### Prompt
Your task is to output the data exactly as it stands.

### Working data

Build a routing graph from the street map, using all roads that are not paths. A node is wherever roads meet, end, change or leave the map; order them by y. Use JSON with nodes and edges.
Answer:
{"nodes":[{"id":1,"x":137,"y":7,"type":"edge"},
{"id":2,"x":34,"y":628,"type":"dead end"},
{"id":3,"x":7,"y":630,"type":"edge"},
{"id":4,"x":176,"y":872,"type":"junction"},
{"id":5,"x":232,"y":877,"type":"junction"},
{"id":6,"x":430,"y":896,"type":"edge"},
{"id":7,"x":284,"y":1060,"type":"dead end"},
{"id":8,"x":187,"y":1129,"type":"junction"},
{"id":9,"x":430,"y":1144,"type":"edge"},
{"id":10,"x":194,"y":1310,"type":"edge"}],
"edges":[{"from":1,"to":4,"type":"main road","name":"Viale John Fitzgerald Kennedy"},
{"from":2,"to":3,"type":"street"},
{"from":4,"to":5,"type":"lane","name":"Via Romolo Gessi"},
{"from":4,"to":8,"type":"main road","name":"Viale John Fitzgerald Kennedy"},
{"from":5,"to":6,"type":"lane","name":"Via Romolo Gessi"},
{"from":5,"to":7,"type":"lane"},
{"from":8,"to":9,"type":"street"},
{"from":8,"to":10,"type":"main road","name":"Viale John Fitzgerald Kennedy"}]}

### Exercise solution
Build a routing graph from the street map, using all roads that are not paths. A node is wherever roads meet, end, change or leave the map; order them by y. Use JSON with nodes and edges.
Answer:
{"nodes":[{"id":1,"x":137,"y":7,"type":"edge"},
{"id":2,"x":34,"y":628,"type":"dead end"},
{"id":3,"x":7,"y":630,"type":"edge"},
{"id":4,"x":176,"y":872,"type":"junction"},
{"id":5,"x":232,"y":877,"type":"junction"},
{"id":6,"x":430,"y":896,"type":"edge"},
{"id":7,"x":284,"y":1060,"type":"dead end"},
{"id":8,"x":187,"y":1129,"type":"junction"},
{"id":9,"x":430,"y":1144,"type":"edge"},
{"id":10,"x":194,"y":1310,"type":"edge"}],
"edges":[{"from":1,"to":4,"type":"main road","name":"Viale John Fitzgerald Kennedy"},
{"from":2,"to":3,"type":"street"},
{"from":4,"to":5,"type":"lane","name":"Via Romolo Gessi"},
{"from":4,"to":8,"type":"main road","name":"Viale John Fitzgerald Kennedy"},
{"from":5,"to":6,"type":"lane","name":"Via Romolo Gessi"},
{"from":5,"to":7,"type":"lane"},
{"from":8,"to":9,"type":"street"},
{"from":8,"to":10,"type":"main road","name":"Viale John Fitzgerald Kennedy"}]}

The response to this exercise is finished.